#### [WHAT YOU SHOULD DO]
Please find every line in the entries below that contains the string "Cadde", and copy it.

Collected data

=====

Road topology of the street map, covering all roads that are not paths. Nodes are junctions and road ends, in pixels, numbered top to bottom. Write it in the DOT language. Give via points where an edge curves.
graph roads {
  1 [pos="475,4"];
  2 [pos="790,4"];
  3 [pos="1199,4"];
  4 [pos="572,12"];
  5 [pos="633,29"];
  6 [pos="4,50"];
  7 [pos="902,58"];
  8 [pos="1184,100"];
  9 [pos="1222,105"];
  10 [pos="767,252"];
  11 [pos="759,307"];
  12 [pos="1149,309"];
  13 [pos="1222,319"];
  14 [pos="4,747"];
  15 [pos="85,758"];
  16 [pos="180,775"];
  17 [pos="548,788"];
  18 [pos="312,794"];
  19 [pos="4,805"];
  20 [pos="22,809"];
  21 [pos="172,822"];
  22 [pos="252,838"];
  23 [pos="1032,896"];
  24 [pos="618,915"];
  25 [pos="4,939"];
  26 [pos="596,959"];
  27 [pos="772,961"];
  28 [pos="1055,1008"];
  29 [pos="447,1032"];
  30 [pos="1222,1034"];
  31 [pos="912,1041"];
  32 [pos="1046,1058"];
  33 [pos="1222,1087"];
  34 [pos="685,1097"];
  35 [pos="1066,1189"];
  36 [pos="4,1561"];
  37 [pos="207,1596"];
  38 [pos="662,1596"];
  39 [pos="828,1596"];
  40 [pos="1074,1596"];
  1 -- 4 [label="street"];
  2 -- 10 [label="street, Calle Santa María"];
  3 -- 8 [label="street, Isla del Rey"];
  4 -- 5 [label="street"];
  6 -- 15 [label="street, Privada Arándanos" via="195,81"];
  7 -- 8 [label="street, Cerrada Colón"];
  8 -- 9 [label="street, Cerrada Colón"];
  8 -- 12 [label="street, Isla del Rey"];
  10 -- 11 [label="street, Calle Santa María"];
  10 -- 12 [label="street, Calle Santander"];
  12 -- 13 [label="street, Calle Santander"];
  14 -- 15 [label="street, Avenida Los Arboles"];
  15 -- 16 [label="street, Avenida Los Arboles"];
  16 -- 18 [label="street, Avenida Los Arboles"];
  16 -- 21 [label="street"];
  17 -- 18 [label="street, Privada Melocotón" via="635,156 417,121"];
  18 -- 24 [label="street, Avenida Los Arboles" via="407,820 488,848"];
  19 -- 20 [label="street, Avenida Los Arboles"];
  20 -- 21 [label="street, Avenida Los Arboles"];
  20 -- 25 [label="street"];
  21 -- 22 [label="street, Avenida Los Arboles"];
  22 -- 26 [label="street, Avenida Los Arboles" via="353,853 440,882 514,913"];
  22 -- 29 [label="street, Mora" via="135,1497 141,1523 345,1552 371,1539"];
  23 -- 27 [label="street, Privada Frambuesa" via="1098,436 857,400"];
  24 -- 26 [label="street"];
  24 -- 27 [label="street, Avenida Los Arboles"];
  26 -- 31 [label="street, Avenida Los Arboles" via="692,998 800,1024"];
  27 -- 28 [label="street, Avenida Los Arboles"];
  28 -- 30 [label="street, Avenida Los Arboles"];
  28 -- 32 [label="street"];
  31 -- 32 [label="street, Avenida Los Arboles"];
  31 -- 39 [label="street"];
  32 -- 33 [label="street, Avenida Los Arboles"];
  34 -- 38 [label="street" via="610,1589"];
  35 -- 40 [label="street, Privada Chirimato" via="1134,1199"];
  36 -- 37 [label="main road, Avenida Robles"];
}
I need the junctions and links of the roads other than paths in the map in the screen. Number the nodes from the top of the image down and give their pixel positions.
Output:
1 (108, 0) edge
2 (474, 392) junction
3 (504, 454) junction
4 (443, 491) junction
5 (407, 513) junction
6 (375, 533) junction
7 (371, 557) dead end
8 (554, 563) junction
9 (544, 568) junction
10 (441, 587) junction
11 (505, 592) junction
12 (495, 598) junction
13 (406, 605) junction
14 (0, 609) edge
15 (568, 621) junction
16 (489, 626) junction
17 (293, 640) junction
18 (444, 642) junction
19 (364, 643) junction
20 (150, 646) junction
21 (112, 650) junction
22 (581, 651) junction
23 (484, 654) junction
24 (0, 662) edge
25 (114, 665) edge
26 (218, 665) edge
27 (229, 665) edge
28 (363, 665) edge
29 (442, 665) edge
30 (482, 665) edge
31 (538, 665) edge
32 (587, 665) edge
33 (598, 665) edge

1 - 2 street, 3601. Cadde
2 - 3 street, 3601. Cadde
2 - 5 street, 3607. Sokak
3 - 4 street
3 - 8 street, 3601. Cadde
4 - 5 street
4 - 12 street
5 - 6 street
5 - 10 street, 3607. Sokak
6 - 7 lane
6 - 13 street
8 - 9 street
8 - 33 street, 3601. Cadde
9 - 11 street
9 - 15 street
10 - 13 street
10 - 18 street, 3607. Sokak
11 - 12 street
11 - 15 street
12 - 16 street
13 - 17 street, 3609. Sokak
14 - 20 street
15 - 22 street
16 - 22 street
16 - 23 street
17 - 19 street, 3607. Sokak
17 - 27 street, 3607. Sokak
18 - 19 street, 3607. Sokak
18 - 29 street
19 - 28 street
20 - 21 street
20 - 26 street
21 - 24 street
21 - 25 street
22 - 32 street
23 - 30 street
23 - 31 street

=====

#### [YOUR RESPONSE]
1 - 2 street, 3601. Cadde
2 - 3 street, 3601. Cadde
3 - 8 street, 3601. Cadde
8 - 33 street, 3601. Cadde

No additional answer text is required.